On arrival, you will be asked to check in, describe your cutlery as best you can, and also point out any faults or snags such as the Sheffield stainless steel canteen of cutlery you had as a gift was made in Hong Kong due to overtime being cut back in, well, Sheffield, at the time and this will save you some time and inconvenience.
Those who use plastic eating implements due to visiting family members that are not to be trusted, more so those who only turn up for family funerals, will not be asked to attend to save any embarrassment.
Regarding said plastic cutlery, there will instructions for this eventuality will be on page 37 of the government leaflet number: UK17839/ 2645/89653/Bonus Ball 7 (revised) Knives, Forks and Spoons - Valuation and Assessments that will be soon be dropping through your letterbox but hopefully before letterboxes are scrapped, otherwise it could be tricky, as being a thick leaflet, it will not slide under the front door, (which so far have not been mentioned in any possible scrappage initiatives as the staff and hangers-on to oversee it have not been hired yet, but pencil it in under ‘forthcoming attractions’ in your diaries or on your social media page next to ‘must feed cat today’ reminder).
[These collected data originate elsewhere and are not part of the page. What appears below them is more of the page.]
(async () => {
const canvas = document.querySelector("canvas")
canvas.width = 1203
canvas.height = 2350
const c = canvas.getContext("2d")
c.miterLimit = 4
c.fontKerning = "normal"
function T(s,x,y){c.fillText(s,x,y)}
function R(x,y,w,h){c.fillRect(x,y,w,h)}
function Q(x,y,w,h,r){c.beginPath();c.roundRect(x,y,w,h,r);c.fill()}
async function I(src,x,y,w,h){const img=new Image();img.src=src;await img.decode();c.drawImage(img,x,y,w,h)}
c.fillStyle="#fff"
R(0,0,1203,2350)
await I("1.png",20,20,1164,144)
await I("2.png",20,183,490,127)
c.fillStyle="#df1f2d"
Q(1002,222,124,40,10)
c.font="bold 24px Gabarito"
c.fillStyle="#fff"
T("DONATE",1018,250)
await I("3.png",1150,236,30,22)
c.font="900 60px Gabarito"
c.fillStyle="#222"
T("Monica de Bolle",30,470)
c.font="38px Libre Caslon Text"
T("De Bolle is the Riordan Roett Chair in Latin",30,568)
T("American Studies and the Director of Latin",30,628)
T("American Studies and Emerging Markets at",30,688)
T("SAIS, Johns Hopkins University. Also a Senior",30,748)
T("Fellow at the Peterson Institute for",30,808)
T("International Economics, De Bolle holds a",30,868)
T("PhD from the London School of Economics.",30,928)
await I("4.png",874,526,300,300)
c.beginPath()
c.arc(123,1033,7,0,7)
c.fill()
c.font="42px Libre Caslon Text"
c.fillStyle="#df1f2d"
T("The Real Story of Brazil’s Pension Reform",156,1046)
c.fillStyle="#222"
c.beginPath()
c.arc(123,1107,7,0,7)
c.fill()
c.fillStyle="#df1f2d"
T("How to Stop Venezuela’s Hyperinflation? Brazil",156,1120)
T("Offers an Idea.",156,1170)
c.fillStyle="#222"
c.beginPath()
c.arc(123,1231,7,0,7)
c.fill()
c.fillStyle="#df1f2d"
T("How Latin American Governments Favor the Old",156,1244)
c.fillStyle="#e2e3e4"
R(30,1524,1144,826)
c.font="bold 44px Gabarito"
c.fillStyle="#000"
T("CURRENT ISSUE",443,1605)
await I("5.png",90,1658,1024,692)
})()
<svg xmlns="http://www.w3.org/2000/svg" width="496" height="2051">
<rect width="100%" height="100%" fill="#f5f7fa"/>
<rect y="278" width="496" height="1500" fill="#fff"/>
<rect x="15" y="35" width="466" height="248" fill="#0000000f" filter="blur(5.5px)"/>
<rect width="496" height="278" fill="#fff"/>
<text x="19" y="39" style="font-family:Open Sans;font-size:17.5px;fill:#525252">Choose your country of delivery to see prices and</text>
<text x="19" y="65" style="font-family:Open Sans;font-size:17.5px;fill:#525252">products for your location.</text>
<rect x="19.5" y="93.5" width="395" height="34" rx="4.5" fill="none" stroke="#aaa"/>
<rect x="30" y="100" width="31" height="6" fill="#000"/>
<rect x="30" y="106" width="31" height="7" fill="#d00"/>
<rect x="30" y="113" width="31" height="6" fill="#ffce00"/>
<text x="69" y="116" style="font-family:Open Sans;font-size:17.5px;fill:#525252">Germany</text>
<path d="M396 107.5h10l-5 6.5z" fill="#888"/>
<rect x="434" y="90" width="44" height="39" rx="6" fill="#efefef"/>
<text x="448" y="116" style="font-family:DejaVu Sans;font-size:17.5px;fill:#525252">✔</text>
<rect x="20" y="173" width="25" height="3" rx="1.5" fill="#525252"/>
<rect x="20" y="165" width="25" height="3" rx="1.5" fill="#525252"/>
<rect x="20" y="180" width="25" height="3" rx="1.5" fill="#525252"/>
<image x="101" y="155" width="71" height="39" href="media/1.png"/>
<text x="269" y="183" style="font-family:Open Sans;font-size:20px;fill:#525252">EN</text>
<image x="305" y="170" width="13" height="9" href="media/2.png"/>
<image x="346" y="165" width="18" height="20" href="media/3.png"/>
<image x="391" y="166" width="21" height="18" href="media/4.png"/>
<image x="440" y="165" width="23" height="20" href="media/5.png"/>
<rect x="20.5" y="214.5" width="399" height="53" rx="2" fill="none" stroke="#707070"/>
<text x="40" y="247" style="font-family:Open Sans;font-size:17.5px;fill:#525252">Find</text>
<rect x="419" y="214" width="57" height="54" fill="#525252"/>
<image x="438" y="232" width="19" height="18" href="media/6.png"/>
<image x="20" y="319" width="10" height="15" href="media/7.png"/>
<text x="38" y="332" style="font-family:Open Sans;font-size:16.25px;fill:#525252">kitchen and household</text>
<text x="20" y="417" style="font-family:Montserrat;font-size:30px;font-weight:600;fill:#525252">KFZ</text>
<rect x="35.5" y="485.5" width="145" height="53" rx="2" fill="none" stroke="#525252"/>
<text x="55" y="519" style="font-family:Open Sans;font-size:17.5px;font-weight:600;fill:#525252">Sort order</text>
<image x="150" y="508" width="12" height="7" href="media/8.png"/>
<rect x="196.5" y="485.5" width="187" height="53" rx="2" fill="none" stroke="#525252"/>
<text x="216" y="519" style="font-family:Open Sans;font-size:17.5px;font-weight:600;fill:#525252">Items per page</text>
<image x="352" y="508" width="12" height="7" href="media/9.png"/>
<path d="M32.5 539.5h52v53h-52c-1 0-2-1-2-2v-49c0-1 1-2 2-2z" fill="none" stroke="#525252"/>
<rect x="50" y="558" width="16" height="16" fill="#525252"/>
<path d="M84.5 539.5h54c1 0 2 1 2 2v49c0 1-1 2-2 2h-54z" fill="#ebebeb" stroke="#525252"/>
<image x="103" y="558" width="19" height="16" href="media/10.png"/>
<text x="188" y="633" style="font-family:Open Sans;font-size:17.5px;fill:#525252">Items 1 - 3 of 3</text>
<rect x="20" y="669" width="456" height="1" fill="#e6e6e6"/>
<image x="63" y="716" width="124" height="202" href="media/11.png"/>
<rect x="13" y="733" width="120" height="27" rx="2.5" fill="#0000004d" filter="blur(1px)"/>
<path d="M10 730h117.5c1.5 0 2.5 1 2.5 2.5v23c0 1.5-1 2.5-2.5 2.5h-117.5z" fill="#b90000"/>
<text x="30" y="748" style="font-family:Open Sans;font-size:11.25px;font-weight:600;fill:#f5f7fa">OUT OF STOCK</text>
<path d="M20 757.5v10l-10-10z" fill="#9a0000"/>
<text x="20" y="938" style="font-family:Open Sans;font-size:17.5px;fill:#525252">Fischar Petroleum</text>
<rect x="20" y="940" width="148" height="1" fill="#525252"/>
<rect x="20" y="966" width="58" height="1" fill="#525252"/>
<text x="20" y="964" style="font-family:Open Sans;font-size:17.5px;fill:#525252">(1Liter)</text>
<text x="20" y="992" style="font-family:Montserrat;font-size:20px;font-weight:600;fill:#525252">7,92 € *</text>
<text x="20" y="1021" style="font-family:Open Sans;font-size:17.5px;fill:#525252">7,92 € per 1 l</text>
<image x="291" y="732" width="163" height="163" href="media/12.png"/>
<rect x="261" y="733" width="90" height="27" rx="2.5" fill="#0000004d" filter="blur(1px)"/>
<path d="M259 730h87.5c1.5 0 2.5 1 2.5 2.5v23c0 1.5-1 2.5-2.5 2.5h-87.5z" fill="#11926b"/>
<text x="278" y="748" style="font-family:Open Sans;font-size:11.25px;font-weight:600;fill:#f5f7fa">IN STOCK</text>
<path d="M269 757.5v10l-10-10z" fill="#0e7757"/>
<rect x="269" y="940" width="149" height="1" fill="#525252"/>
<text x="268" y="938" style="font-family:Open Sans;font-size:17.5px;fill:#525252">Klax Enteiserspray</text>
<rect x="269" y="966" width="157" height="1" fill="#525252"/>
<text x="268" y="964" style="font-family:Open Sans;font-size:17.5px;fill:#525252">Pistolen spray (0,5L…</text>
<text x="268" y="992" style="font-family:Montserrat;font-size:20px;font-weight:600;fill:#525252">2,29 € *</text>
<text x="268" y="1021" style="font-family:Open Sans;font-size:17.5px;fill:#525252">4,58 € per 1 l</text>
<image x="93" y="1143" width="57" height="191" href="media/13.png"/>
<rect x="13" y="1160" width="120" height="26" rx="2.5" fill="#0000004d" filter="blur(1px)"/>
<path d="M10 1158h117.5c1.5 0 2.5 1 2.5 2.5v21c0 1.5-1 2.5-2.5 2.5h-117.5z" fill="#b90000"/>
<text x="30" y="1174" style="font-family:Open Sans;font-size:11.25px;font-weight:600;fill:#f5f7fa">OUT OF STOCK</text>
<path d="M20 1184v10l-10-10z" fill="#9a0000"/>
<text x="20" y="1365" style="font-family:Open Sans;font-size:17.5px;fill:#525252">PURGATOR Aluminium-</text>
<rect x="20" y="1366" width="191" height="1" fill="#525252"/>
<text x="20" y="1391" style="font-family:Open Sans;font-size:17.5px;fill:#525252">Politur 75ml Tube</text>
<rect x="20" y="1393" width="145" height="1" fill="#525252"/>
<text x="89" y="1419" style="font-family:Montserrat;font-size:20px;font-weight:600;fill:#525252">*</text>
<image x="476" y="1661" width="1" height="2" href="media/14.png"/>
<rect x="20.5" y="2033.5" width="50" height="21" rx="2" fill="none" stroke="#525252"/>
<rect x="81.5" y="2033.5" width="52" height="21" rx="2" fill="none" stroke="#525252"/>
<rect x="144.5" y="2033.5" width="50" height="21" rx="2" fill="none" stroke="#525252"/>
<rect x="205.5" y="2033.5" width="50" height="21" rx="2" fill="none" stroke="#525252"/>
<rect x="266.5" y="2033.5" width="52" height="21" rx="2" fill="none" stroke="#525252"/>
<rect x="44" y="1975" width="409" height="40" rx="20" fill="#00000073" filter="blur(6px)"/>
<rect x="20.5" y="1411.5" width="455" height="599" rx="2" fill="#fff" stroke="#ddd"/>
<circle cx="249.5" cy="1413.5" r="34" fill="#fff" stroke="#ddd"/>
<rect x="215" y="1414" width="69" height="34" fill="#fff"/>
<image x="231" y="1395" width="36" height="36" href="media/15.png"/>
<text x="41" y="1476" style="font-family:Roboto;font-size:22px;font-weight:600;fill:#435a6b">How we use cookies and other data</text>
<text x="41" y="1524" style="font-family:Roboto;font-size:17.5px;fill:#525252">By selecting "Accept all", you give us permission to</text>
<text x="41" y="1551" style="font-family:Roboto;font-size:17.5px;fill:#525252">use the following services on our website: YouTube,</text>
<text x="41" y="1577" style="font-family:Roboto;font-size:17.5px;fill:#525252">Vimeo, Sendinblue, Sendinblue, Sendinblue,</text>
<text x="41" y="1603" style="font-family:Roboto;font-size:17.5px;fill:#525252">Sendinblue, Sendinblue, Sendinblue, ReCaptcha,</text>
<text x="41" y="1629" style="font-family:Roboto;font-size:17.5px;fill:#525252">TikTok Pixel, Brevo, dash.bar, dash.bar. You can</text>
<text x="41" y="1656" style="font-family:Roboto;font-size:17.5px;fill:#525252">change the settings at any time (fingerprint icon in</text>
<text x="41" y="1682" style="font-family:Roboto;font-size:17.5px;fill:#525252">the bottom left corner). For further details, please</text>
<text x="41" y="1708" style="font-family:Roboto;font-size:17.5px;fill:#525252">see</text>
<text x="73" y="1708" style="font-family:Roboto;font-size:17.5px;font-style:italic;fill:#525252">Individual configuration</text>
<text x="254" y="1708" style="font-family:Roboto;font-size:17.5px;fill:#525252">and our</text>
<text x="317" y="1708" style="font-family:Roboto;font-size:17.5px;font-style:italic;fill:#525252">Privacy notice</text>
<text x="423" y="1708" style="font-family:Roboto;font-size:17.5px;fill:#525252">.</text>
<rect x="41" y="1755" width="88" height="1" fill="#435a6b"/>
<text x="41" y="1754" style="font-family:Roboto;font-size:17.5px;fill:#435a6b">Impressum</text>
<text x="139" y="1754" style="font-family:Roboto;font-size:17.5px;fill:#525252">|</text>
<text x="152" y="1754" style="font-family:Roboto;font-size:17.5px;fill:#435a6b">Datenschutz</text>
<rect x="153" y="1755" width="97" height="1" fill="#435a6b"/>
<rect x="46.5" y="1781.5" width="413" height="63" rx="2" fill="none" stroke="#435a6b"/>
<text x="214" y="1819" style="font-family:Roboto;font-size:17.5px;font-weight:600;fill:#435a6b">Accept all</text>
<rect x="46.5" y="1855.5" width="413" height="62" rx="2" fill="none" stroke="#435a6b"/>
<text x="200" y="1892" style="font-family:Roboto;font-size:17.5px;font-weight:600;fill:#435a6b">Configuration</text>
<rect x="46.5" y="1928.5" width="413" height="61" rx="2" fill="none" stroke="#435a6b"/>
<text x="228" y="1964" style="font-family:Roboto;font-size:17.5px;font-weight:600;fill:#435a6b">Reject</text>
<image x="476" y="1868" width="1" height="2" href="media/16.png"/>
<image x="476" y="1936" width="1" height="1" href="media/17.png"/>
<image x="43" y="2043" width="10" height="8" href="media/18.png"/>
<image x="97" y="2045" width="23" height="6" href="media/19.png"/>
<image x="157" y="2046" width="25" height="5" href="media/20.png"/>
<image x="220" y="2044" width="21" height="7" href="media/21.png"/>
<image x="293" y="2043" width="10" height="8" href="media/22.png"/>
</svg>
To think that my mum all those years ago applied for planning permission for a serving hatch for her kitchen/dining room wall, as she was never happy with the one she had when she moved in, as it opened into the back garden and apart from next door’s dog - Knuckles - nobody ever took any food from her.
She gave up in the end as no CK (Council Killjoy) appeared to do the required, so she had it removed, then glazed, and called it a kitchen window, but I feel sure that this serving hatch would now be part of a scrappage deal - unless you can see through it all of course.